Suite à un grave accident domestique, Dominique Ballard, épouse de David, un riche financier, est-elle victime d’hallucinations ou d’une sourde machination ? Pour ne pas passer à côté de cette heureuse édition vidéo il faut préalablement dépasser l’obstacle d’un titre passe-partout et déceptif. Au simple prénom peu évocateur des créateurs originaux, les distributeurs français ont cru bon de souffler inutilement  sur les braises de l’enfer pour attirer le chaland. Car si Dominique, les yeux de l’épouvante fait bon usage des codes du genre qu’il promet et promeut, c’est dans les eaux troubles du thriller psychologique qu’il navigue le mieux. L’atmosphère et l’intrigue rappelant celles développées par La Hammer dans ce registre Meurtre par procuration ou ParanoiacPeu surprenant quand on sait que Dominique est produit par Milton Subotsky qui fut l’un des deux fondateurs d’Amicus, son grand concurrent anglais. Mais Dominique date de 1981, et depuis la fin des années soixante, les codes de l’angoisse ont volé en éclat, la frontière avec les autres genres également. Le huis clos bourgeois de Michael Anderson affiche sincèrement son héritage gothique. La topographie des lieux : grand escalier central, couloirs interminables, multiplication des pièces dont la répartition fait sens : le salon pour feindre la convivialité, les chambres séparées du couple, la chambre mansardée qui abrite le chauffeur et son secret… De même, on ose encore convoquer des fantômes fait de chair et de sang et les cimetières noyés de brume. Hommage poussiéreux et poussif sur le papier, cette version andersonienne de revenant trouve cependant un véritable souffle et une très appréciable singularité.
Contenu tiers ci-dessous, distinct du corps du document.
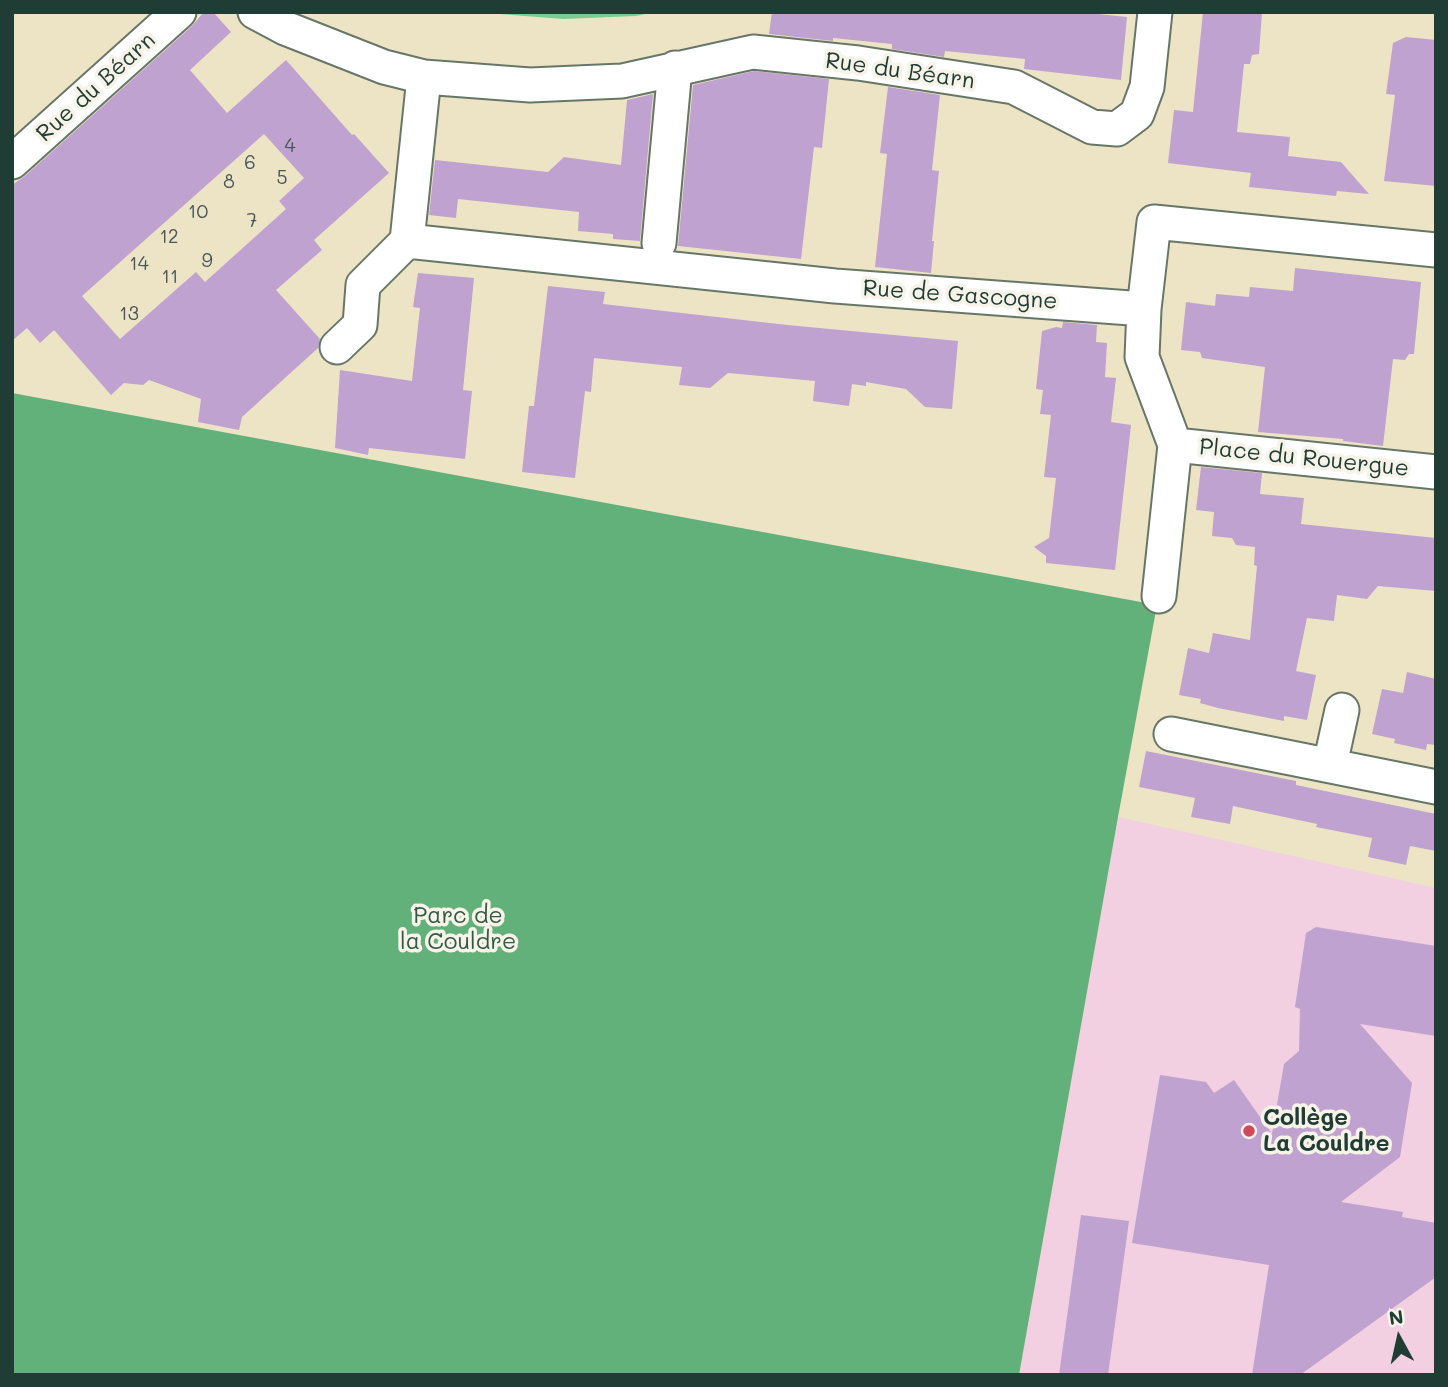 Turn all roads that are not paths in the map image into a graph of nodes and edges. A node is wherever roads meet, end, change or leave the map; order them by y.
1 (179, 12) edge
2 (255, 12) edge
3 (1155, 12) edge
4 (675, 68) junction
5 (424, 77) junction
6 (12, 162) edge
7 (407, 242) junction
8 (659, 243) dead end
9 (1436, 250) edge
10 (1144, 309) junction
11 (337, 347) dead end
12 (1175, 445) junction
13 (1435, 464) edge
14 (1159, 596) dead end
15 (1342, 710) dead end
16 (1171, 734) dead end
17 (1330, 765) junction
18 (1436, 787) edge

1 - 6 street, Rue du Béarn
2 - 5 street, Rue du Béarn
3 - 4 street, Rue du Béarn
4 - 5 street, Rue du Béarn
4 - 8 street
5 - 7 street
7 - 10 street, Rue de Gascogne
7 - 11 street
9 - 10 street
10 - 12 street
12 - 13 street, Place du Rouergue
12 - 14 street
15 - 17 street
16 - 17 street
17 - 18 street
Depuis le cri poussé par la politique des auteurs on a eu tendance à dénigrer l’importance du scénario au nom d’intentions plus nobles. C’est oublier la nécessité de pouvoir compter sur une structure solidement charpentée, qui plus est dans les genres qui nous concernent ici. En adoptant What Beckoning Ghost ?, le roman d’Harold Lawor, Valerie et Edward Abraham – réputés pour leur rapidité d’écriture* – ont livré une mouture épurée et dense. Parcimonieusement distillés les péripéties et les rares twists laissent le temps faire son ouvrage. Le temps de laisser poindre un rictus énigmatique sur le visage ambigu de David –  charmeur et ténébreux Cliff Robertson. Le temps de saisir le basculement, non définitif, de son épouse vers la paranoïa, campée par la fragile et toujours sensuelle Jean Simons. La caméra, le plus souvent peu mobile, préfère capter à distance – ou par des zooms très doux – les mouvements lents des protagonistes. La pesanteur des scènes de tension et de poursuite – notamment dans le jardin d’hiver dénote positivement des habituelles représentations. Ce n’est malheureusement pas le cas de la bande son, pourtant discrète et efficace par ailleurs, qui ne fait dans ces moments-là que souligner lourdement les effets horrifiques.

C’est dans la fixité que Dominique imprime son magnétisme. La dilation du temps prend tout son sens et son ampleur grâce à la spectrale photographie de Ted Moore qui subjugue en permanence notre regard et brouille nos repères spatio-temporels. Dès les premiers plans, dans le face-à-face entre David et Dominique un doute s’installe, pourtant installés pourtant dans la même pièce les deux conjoints semblent évoluer dans des sphères éloignées. Le sentiment de doute et  le mystère gagnent en intensité au fil de l’intrigue : les lumières réfractées et les subtiles variations chromatiques – la version Blu Ray permet d’en apprécier toutes les nuances – dessinent des personnages en surimpression, dans une position frontalière entre le tangible et l’intangible, entre le présent et un non-temps. La machination destinée à nous triturer les méninges passe au second plan, supplantée par des plaisirs vaporeux. Pour tous ceux qui aiment cauchemarder les yeux grands ouverts, Dominique sera un doux  voyage.

 

Le combo DVD/Blu-Ray chez Rimini Editions.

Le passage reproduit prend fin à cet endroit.